== Segment start ==
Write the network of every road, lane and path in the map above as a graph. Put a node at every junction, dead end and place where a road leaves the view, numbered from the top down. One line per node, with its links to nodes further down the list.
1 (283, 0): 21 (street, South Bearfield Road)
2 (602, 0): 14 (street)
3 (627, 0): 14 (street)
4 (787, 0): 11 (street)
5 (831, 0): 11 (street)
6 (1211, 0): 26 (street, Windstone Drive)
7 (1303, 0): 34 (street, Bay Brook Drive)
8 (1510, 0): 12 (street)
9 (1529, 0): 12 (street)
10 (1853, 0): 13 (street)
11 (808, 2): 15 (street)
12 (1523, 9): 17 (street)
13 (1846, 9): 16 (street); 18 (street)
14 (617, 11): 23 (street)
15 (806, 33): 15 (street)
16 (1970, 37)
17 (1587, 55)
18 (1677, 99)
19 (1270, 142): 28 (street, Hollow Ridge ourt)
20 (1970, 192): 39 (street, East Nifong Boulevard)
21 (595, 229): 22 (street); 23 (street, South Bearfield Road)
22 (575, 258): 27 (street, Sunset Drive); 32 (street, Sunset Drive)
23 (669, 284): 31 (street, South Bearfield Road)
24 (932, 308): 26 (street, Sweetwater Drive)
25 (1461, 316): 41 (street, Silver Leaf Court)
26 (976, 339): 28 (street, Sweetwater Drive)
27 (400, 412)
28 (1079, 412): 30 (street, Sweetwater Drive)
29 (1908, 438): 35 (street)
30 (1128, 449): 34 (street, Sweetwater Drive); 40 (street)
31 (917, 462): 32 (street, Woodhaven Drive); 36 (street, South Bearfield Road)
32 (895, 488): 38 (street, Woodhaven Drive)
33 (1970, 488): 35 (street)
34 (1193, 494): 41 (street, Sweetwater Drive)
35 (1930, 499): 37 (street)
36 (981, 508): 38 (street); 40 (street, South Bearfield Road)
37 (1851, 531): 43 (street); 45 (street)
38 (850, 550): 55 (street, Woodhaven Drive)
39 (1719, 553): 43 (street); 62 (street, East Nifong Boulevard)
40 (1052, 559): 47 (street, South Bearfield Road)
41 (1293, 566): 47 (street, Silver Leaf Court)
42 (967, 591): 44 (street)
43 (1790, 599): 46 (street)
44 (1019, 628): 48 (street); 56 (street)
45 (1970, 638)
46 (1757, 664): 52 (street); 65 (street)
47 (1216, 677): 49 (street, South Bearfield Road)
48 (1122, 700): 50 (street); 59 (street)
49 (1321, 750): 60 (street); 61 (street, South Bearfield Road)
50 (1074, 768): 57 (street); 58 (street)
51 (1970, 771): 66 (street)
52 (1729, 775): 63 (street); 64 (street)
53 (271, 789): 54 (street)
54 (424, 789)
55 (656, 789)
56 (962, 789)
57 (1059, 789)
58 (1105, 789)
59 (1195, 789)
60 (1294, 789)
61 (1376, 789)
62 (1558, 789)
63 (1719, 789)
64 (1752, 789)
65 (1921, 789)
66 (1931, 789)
== Segment end ==
* How to complete this task: Every record must appear in the answer exactly as it appears above.

* Output of the task:
Write the network of every road, lane and path in the map above as a graph. Put a node at every junction, dead end and place where a road leaves the view, numbered from the top down. One line per node, with its links to nodes further down the list.
1 (283, 0): 21 (street, South Bearfield Road)
2 (602, 0): 14 (street)
3 (627, 0): 14 (street)
4 (787, 0): 11 (street)
5 (831, 0): 11 (street)
6 (1211, 0): 26 (street, Windstone Drive)
7 (1303, 0): 34 (street, Bay Brook Drive)
8 (1510, 0): 12 (street)
9 (1529, 0): 12 (street)
10 (1853, 0): 13 (street)
11 (808, 2): 15 (street)
12 (1523, 9): 17 (street)
13 (1846, 9): 16 (street); 18 (street)
14 (617, 11): 23 (street)
15 (806, 33): 15 (street)
16 (1970, 37)
17 (1587, 55)
18 (1677, 99)
19 (1270, 142): 28 (street, Hollow Ridge ourt)
20 (1970, 192): 39 (street, East Nifong Boulevard)
21 (595, 229): 22 (street); 23 (street, South Bearfield Road)
22 (575, 258): 27 (street, Sunset Drive); 32 (street, Sunset Drive)
23 (669, 284): 31 (street, South Bearfield Road)
24 (932, 308): 26 (street, Sweetwater Drive)
25 (1461, 316): 41 (street, Silver Leaf Court)
26 (976, 339): 28 (street, Sweetwater Drive)
27 (400, 412)
28 (1079, 412): 30 (street, Sweetwater Drive)
29 (1908, 438): 35 (street)
30 (1128, 449): 34 (street, Sweetwater Drive); 40 (street)
31 (917, 462): 32 (street, Woodhaven Drive); 36 (street, South Bearfield Road)
32 (895, 488): 38 (street, Woodhaven Drive)
33 (1970, 488): 35 (street)
34 (1193, 494): 41 (street, Sweetwater Drive)
35 (1930, 499): 37 (street)
36 (981, 508): 38 (street); 40 (street, South Bearfield Road)
37 (1851, 531): 43 (street); 45 (street)
38 (850, 550): 55 (street, Woodhaven Drive)
39 (1719, 553): 43 (street); 62 (street, East Nifong Boulevard)
40 (1052, 559): 47 (street, South Bearfield Road)
41 (1293, 566): 47 (street, Silver Leaf Court)
42 (967, 591): 44 (street)
43 (1790, 599): 46 (street)
44 (1019, 628): 48 (street); 56 (street)
45 (1970, 638)
46 (1757, 664): 52 (street); 65 (street)
47 (1216, 677): 49 (street, South Bearfield Road)
48 (1122, 700): 50 (street); 59 (street)
49 (1321, 750): 60 (street); 61 (street, South Bearfield Road)
50 (1074, 768): 57 (street); 58 (street)
51 (1970, 771): 66 (street)
52 (1729, 775): 63 (street); 64 (street)
53 (271, 789): 54 (street)
54 (424, 789)
55 (656, 789)
56 (962, 789)
57 (1059, 789)
58 (1105, 789)
59 (1195, 789)
60 (1294, 789)
61 (1376, 789)
62 (1558, 789)
63 (1719, 789)
64 (1752, 789)
65 (1921, 789)
66 (1931, 789)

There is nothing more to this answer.